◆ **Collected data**
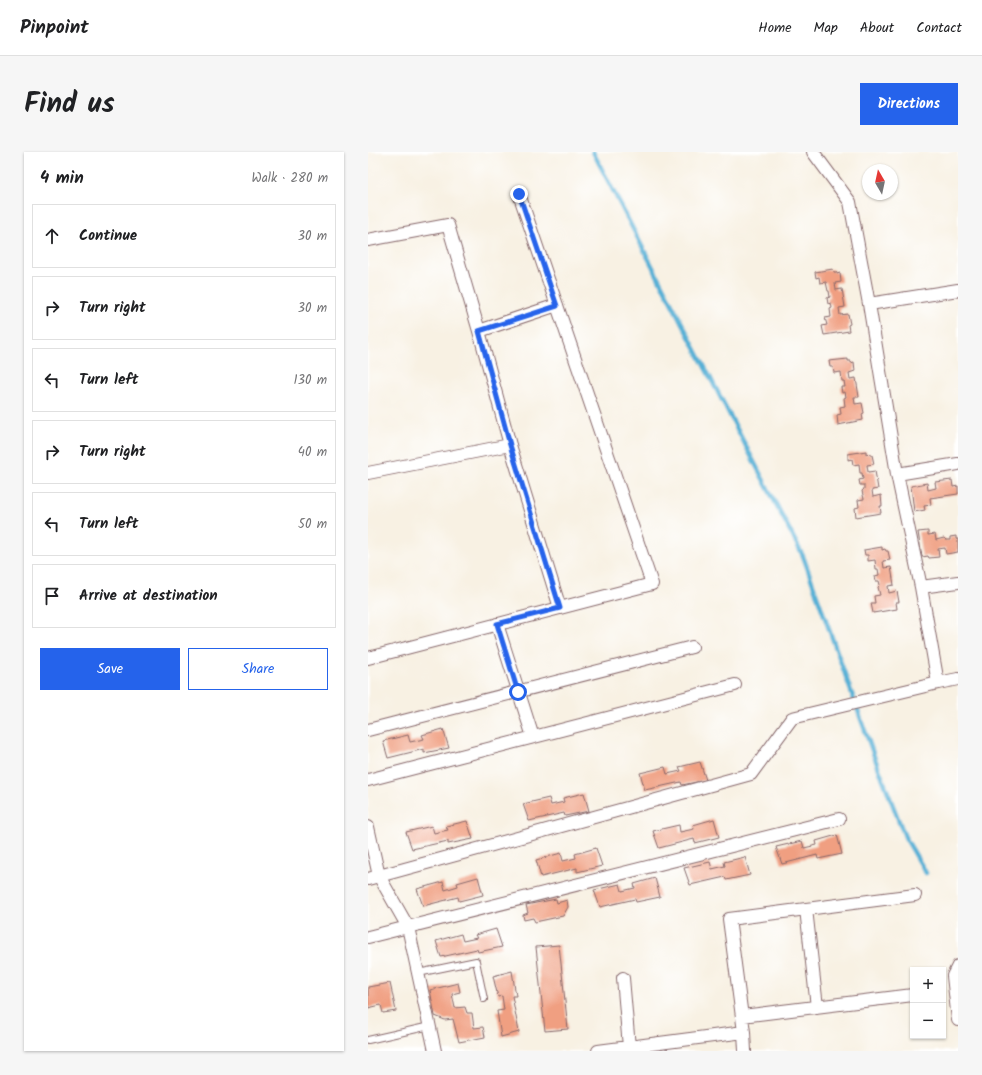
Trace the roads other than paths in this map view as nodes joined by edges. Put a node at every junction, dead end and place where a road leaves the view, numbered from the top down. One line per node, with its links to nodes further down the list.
1 (813, 152): 5 (street)
2 (519, 194): 6 (street)
3 (368, 240): 7 (street)
4 (958, 290): 5 (street)
5 (869, 304): 11 (street)
6 (557, 306): 7 (street); 14 (street)
7 (479, 331): 8 (street)
8 (510, 445): 10 (street); 14 (street)
9 (958, 464): 11 (street)
10 (368, 473)
11 (897, 474): 13 (street)
12 (958, 582): 13 (street)
13 (920, 587): 19 (street)
14 (560, 608): 15 (street)
15 (497, 624): 17 (street); 21 (street)
16 (692, 647): 21 (street)
17 (368, 658)
18 (958, 679): 19 (street)
19 (938, 683): 27 (street)
20 (734, 685): 23 (street)
21 (518, 692): 22 (street); 23 (street)
22 (368, 730)
23 (533, 737): 24 (street)
24 (368, 780)
25 (839, 819): 30 (street)
26 (368, 827): 27 (street)
27 (374, 877): 30 (street)
28 (915, 895): 29 (street)
29 (806, 909): 37 (street); 38 (street)
30 (408, 927): 31 (street); 33 (street)
31 (368, 937)
32 (958, 966): 39 (street)
33 (418, 974): 36 (lane); 40 (street)
34 (623, 978): 43 (street)
35 (910, 995): 37 (street)
36 (484, 1000)
37 (817, 1007): 38 (street)
38 (742, 1016): 41 (street)
39 (958, 1020)
40 (430, 1026): 42 (lane); 44 (street)
41 (744, 1032): 43 (street); 46 (street)
42 (368, 1040)
43 (629, 1047): 45 (street)
44 (435, 1051)
45 (598, 1051)
46 (745, 1051)

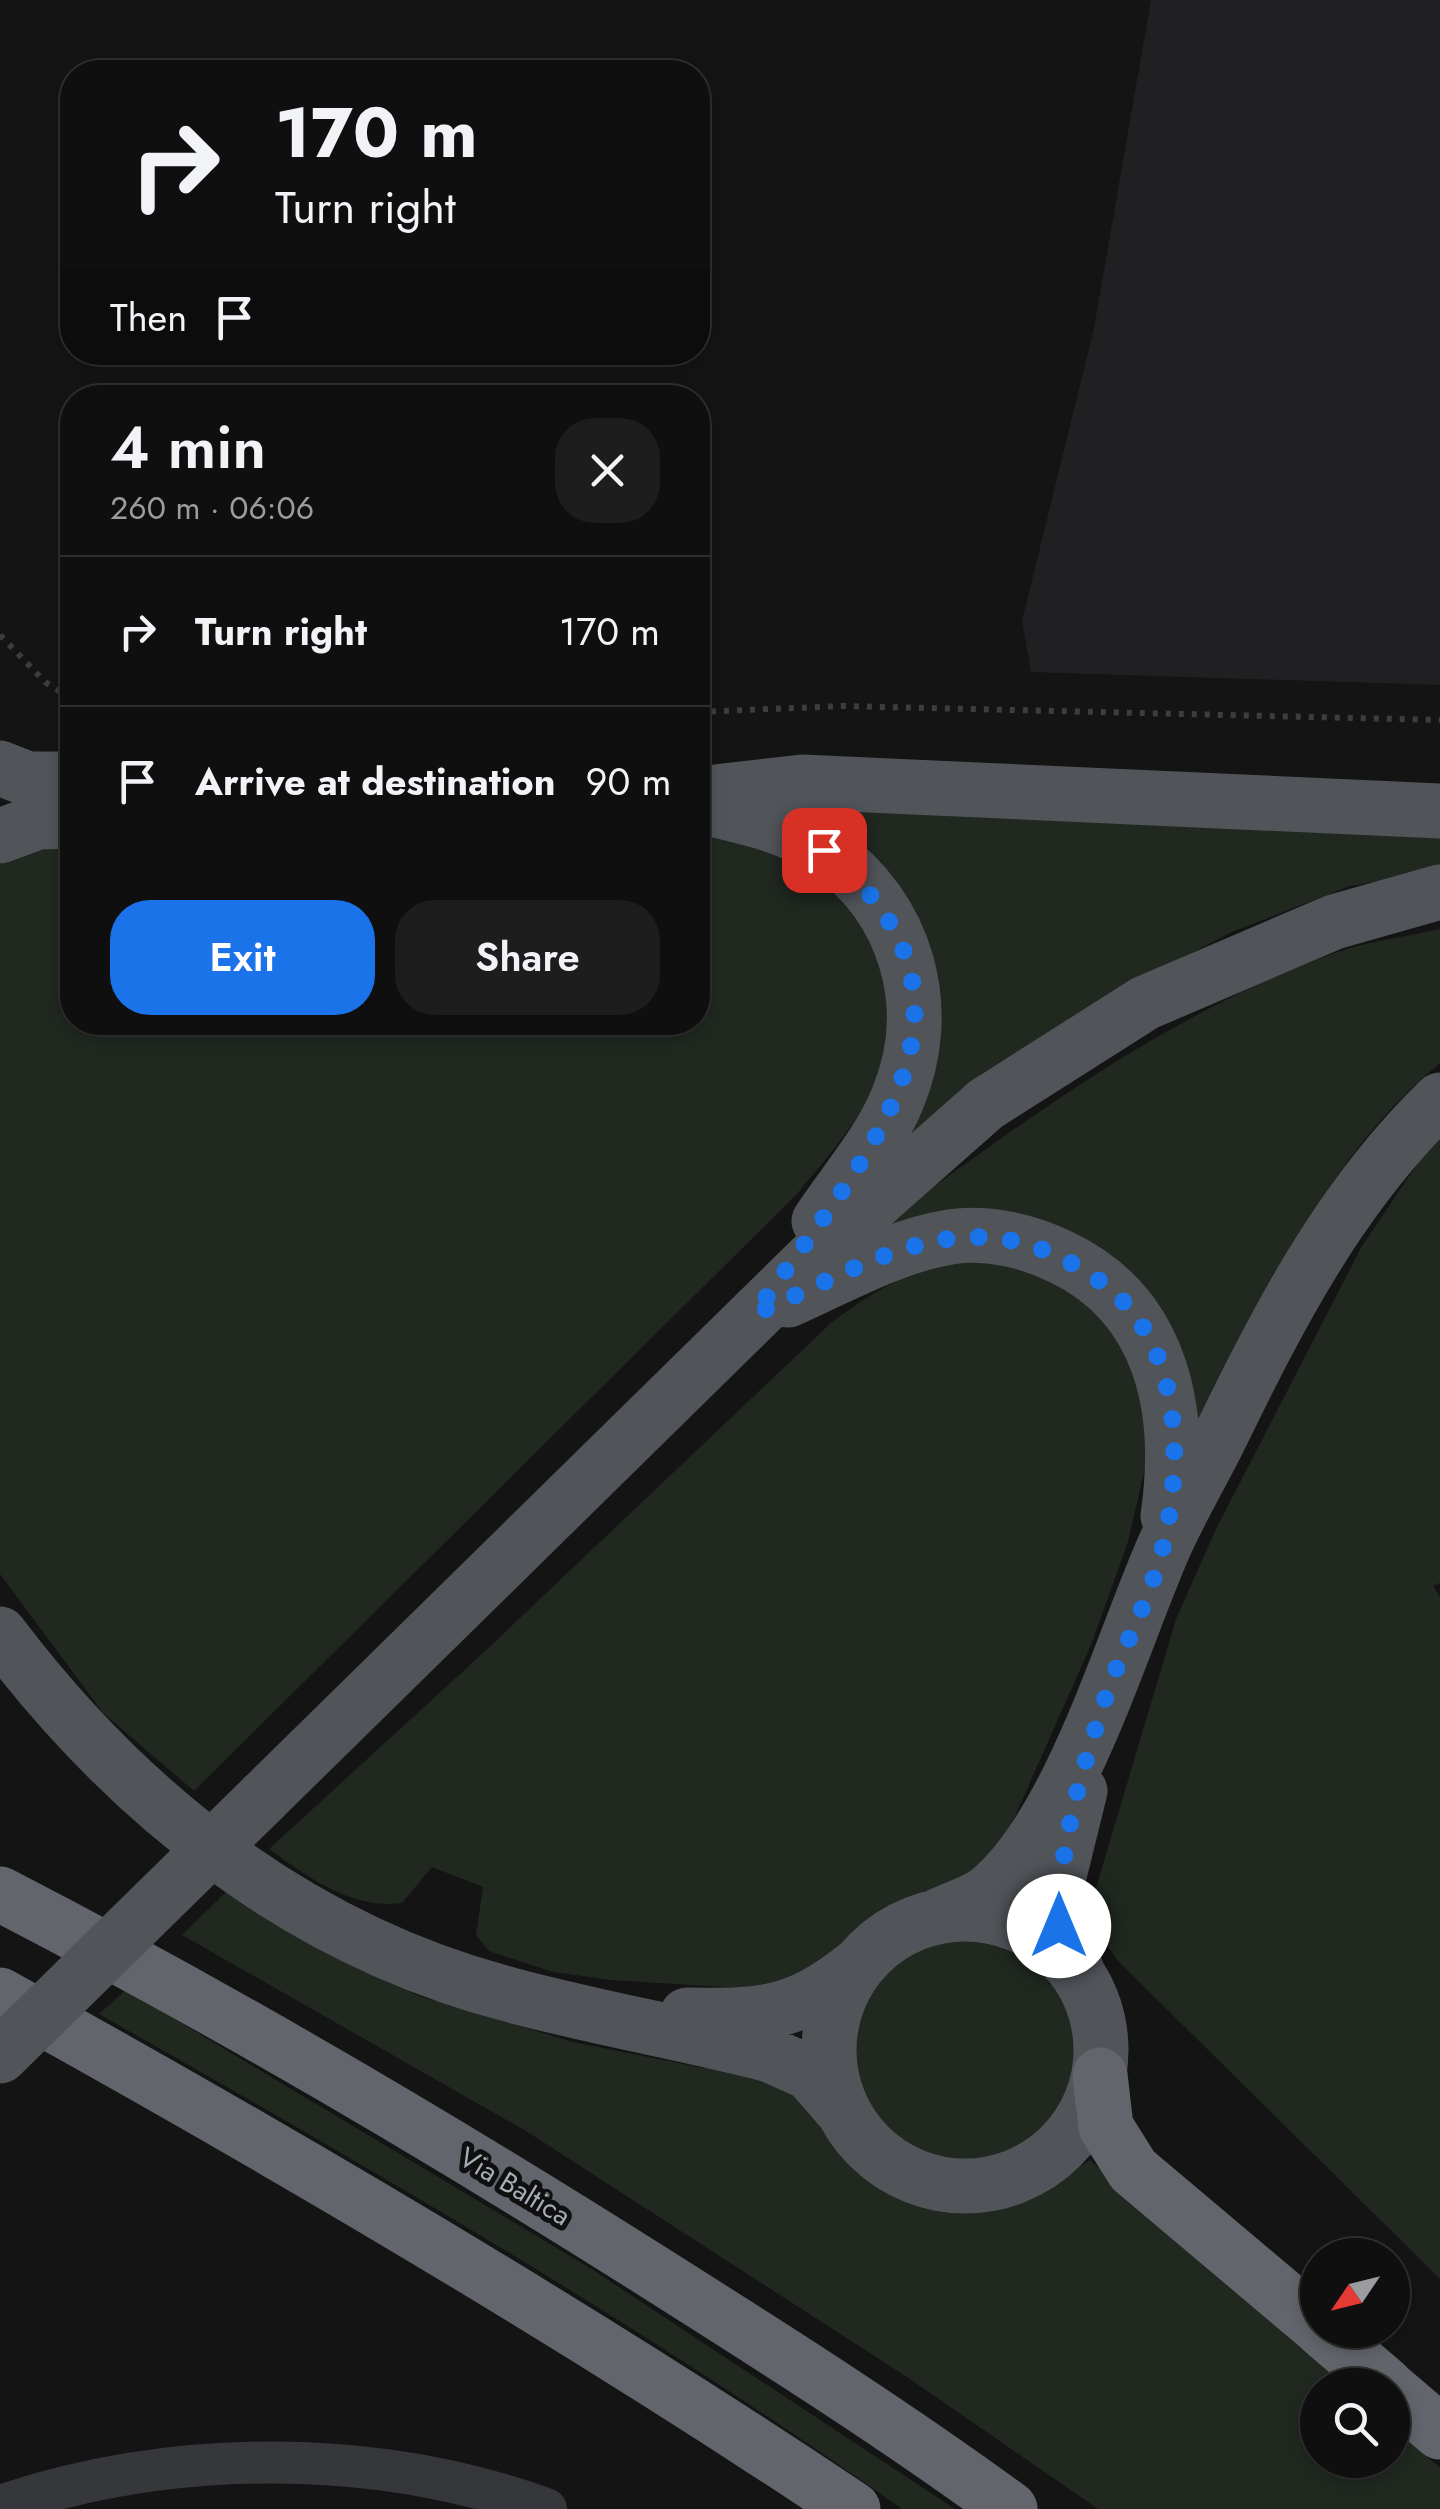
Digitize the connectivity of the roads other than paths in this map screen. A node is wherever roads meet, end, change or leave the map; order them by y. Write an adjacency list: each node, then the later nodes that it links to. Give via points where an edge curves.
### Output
1 (0, 768): 2 (main road, via 28,779)
2 (60, 779)
3 (710, 793): 5 (main road, via 802,782)
4 (710, 809): 10 (main road, via 788,831 858,878 884,908 914,986 915,1026 896,1103)
5 (1440, 811)
6 (60, 821): 7 (main road)
7 (0, 836)
8 (1440, 892): 10 (main road, via 1334,922 1239,959 1145,1003 1064,1052 986,1104 892,1183)
9 (1440, 1100): 11 (main road, via 1347,1204 1301,1276)
10 (755, 1314): 11 (main road, via 916,1244 955,1236 999,1237 1076,1264 1139,1320 1159,1356 1174,1437); 20 (main road, bridge)
11 (1163, 1549): 13 (main road)
12 (0, 1634): 19 (main road, via 82,1735 220,1859 292,1904 422,1966)
13 (1106, 1696): 15 (main road, via 1040,1828 1016,1861 987,1893); 17 (main road, via 1058,1880 1059,1926)
14 (0, 1894): 31 (highway, Via Baltica, via 346,2084 551,2207)
15 (940, 1915): 16 (main road, via 880,1942); 17 (main road, via 979,1914 1017,1923)
16 (857, 1966): 19 (main road, via 818,1997 776,2010 732,2016); 22 (main road, via 838,1999 829,2036 830,2075)
17 (1077, 1971): 21 (main road, via 1102,2038)
18 (0, 1995): 30 (highway, via 355,2194)
19 (584, 2012): 22 (main road, via 770,2054 810,2073)
20 (0, 2056)
21 (1100, 2075): 22 (main road, via 1086,2115 1060,2148 1026,2173 984,2186 942,2185 902,2172 868,2146); 23 (highway, via 1106,2128 1133,2170)
22 (843, 2111)
23 (1300, 2311)
24 (1343, 2348): 25 (highway)
25 (1366, 2368)
26 (1410, 2406): 27 (highway)
27 (1440, 2432)
28 (0, 2506): 29 (street, via 152,2471 303,2463 458,2483)
29 (546, 2509)
30 (853, 2509)
31 (1010, 2509)

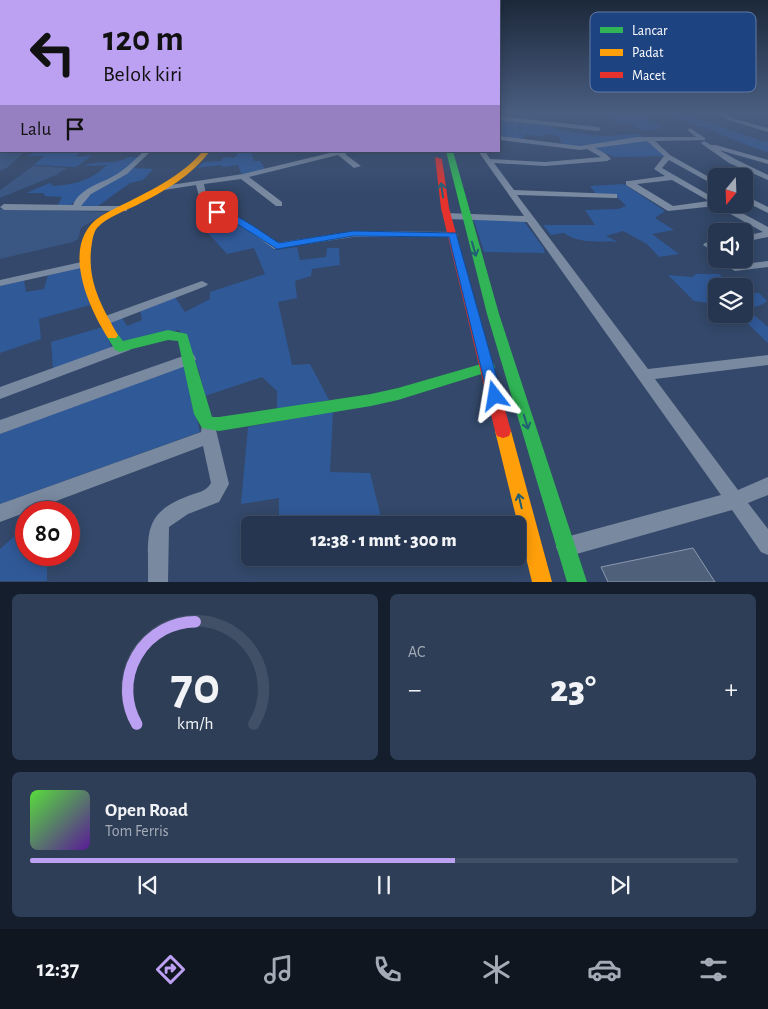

◆ **WHAT YOU ARE ASKED TO DO**
Would you copy each line of the records that contains "other"?

◆ **EXERCISE RESULT**
Trace the roads other than paths in this map view as nodes joined by edges. Put a node at every junction, dead end and place where a road leaves the view, numbered from the top down. One line per node, with its links to nodes further down the list.
Digitize the connectivity of the roads other than paths in this map screen. A node is wherever roads meet, end, change or leave the map; order them by y. Write an adjacency list: each node, then the later nodes that it links to. Give via points where an edge curves.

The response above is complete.